LISTED RECORDS START
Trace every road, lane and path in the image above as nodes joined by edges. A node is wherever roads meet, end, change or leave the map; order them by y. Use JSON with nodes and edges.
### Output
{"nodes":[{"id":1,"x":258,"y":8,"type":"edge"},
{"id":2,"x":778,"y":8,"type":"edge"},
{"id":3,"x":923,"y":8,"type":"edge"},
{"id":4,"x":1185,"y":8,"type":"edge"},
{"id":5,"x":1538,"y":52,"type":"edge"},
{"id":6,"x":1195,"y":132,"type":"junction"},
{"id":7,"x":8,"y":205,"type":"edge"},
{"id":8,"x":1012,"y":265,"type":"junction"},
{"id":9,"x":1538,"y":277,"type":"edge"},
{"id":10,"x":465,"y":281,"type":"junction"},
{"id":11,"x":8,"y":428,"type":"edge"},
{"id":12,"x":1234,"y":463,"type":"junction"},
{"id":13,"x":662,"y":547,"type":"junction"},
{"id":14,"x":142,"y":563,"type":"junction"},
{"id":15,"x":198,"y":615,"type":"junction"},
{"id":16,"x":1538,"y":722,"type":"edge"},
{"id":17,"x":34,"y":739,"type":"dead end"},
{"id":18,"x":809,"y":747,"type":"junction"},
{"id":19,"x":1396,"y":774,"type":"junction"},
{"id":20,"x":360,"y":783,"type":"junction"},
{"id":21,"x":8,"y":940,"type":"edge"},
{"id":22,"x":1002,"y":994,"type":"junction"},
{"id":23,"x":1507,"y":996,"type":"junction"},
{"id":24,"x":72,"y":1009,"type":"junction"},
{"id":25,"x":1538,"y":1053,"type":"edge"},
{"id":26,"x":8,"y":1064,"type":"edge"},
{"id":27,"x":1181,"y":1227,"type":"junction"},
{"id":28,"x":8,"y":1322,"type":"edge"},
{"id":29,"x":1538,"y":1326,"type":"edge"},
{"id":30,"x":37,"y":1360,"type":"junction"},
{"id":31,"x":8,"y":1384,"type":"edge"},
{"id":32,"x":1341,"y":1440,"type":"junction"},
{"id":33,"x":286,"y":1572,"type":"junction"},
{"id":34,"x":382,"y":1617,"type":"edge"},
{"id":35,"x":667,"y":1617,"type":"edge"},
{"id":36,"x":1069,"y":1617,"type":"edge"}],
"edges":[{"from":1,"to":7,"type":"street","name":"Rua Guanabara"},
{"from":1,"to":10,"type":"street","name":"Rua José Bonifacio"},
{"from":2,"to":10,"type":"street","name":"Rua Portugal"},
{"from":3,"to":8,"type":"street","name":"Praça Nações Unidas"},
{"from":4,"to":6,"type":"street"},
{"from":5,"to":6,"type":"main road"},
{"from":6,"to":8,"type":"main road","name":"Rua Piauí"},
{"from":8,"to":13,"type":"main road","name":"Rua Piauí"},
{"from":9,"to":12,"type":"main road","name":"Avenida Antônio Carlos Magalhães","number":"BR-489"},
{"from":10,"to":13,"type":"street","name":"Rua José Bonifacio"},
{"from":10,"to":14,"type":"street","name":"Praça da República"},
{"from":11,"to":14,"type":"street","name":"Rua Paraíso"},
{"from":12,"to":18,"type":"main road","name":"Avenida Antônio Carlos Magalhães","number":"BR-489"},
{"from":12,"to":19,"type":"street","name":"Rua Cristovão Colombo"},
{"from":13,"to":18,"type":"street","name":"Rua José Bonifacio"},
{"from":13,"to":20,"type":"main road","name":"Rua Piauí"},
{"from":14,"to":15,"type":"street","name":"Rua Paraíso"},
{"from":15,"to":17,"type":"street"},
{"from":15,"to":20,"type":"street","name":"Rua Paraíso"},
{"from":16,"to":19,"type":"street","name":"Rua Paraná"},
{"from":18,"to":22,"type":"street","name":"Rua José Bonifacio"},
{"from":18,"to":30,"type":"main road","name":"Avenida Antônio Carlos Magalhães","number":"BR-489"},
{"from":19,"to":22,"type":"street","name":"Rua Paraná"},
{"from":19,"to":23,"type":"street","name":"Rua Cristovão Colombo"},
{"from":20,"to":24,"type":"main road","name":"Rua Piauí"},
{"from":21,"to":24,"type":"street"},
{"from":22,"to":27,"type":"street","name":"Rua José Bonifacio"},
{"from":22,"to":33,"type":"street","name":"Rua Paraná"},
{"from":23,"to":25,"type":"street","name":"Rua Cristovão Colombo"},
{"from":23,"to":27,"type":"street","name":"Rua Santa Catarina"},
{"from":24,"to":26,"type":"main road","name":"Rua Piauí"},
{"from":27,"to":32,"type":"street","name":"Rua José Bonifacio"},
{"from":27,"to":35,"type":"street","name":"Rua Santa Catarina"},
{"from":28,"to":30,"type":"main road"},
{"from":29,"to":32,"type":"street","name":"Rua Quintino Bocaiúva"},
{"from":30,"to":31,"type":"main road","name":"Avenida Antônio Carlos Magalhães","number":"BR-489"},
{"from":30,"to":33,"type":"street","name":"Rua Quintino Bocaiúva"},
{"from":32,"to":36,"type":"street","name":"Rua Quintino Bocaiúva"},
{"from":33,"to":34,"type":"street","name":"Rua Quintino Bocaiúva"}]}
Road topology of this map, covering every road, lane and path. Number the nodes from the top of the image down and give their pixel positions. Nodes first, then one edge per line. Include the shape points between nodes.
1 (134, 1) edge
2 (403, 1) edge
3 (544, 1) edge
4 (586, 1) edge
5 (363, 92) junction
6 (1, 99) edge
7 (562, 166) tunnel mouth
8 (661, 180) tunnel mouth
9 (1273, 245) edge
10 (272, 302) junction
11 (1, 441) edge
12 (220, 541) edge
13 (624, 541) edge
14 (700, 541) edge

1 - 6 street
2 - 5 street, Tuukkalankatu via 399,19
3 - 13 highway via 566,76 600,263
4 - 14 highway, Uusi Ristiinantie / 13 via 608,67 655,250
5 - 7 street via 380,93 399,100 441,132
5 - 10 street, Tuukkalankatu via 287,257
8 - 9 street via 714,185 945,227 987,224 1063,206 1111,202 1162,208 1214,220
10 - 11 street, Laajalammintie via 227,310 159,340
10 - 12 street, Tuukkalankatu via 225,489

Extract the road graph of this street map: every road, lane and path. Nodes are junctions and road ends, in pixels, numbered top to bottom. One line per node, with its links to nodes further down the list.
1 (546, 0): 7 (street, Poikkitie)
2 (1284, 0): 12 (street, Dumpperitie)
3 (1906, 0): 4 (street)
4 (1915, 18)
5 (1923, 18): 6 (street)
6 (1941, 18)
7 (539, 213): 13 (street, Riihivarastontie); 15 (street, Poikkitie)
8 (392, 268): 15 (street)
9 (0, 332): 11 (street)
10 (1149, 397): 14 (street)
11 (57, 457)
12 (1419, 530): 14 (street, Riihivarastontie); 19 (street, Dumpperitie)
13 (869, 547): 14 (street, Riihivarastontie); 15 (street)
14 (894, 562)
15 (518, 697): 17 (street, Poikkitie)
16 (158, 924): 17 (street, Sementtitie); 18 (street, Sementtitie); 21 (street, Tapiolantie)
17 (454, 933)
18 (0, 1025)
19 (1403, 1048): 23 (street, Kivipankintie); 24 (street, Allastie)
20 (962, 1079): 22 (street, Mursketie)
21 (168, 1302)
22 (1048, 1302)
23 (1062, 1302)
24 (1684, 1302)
LISTED RECORDS END
Restate precisely, and with nothing added, the lines from the one with "Road topology of" through the final line of the material.

Road topology of this map, covering every road, lane and path. Number the nodes from the top of the image down and give their pixel positions. Nodes first, then one edge per line. Include the shape points between nodes.
1 (134, 1) edge
2 (403, 1) edge
3 (544, 1) edge
4 (586, 1) edge
5 (363, 92) junction
6 (1, 99) edge
7 (562, 166) tunnel mouth
8 (661, 180) tunnel mouth
9 (1273, 245) edge
10 (272, 302) junction
11 (1, 441) edge
12 (220, 541) edge
13 (624, 541) edge
14 (700, 541) edge

1 - 6 street
2 - 5 street, Tuukkalankatu via 399,19
3 - 13 highway via 566,76 600,263
4 - 14 highway, Uusi Ristiinantie / 13 via 608,67 655,250
5 - 7 street via 380,93 399,100 441,132
5 - 10 street, Tuukkalankatu via 287,257
8 - 9 street via 714,185 945,227 987,224 1063,206 1111,202 1162,208 1214,220
10 - 11 street, Laajalammintie via 227,310 159,340
10 - 12 street, Tuukkalankatu via 225,489

Extract the road graph of this street map: every road, lane and path. Nodes are junctions and road ends, in pixels, numbered top to bottom. One line per node, with its links to nodes further down the list.
1 (546, 0): 7 (street, Poikkitie)
2 (1284, 0): 12 (street, Dumpperitie)
3 (1906, 0): 4 (street)
4 (1915, 18)
5 (1923, 18): 6 (street)
6 (1941, 18)
7 (539, 213): 13 (street, Riihivarastontie); 15 (street, Poikkitie)
8 (392, 268): 15 (street)
9 (0, 332): 11 (street)
10 (1149, 397): 14 (street)
11 (57, 457)
12 (1419, 530): 14 (street, Riihivarastontie); 19 (street, Dumpperitie)
13 (869, 547): 14 (street, Riihivarastontie); 15 (street)
14 (894, 562)
15 (518, 697): 17 (street, Poikkitie)
16 (158, 924): 17 (street, Sementtitie); 18 (street, Sementtitie); 21 (street, Tapiolantie)
17 (454, 933)
18 (0, 1025)
19 (1403, 1048): 23 (street, Kivipankintie); 24 (street, Allastie)
20 (962, 1079): 22 (street, Mursketie)
21 (168, 1302)
22 (1048, 1302)
23 (1062, 1302)
24 (1684, 1302)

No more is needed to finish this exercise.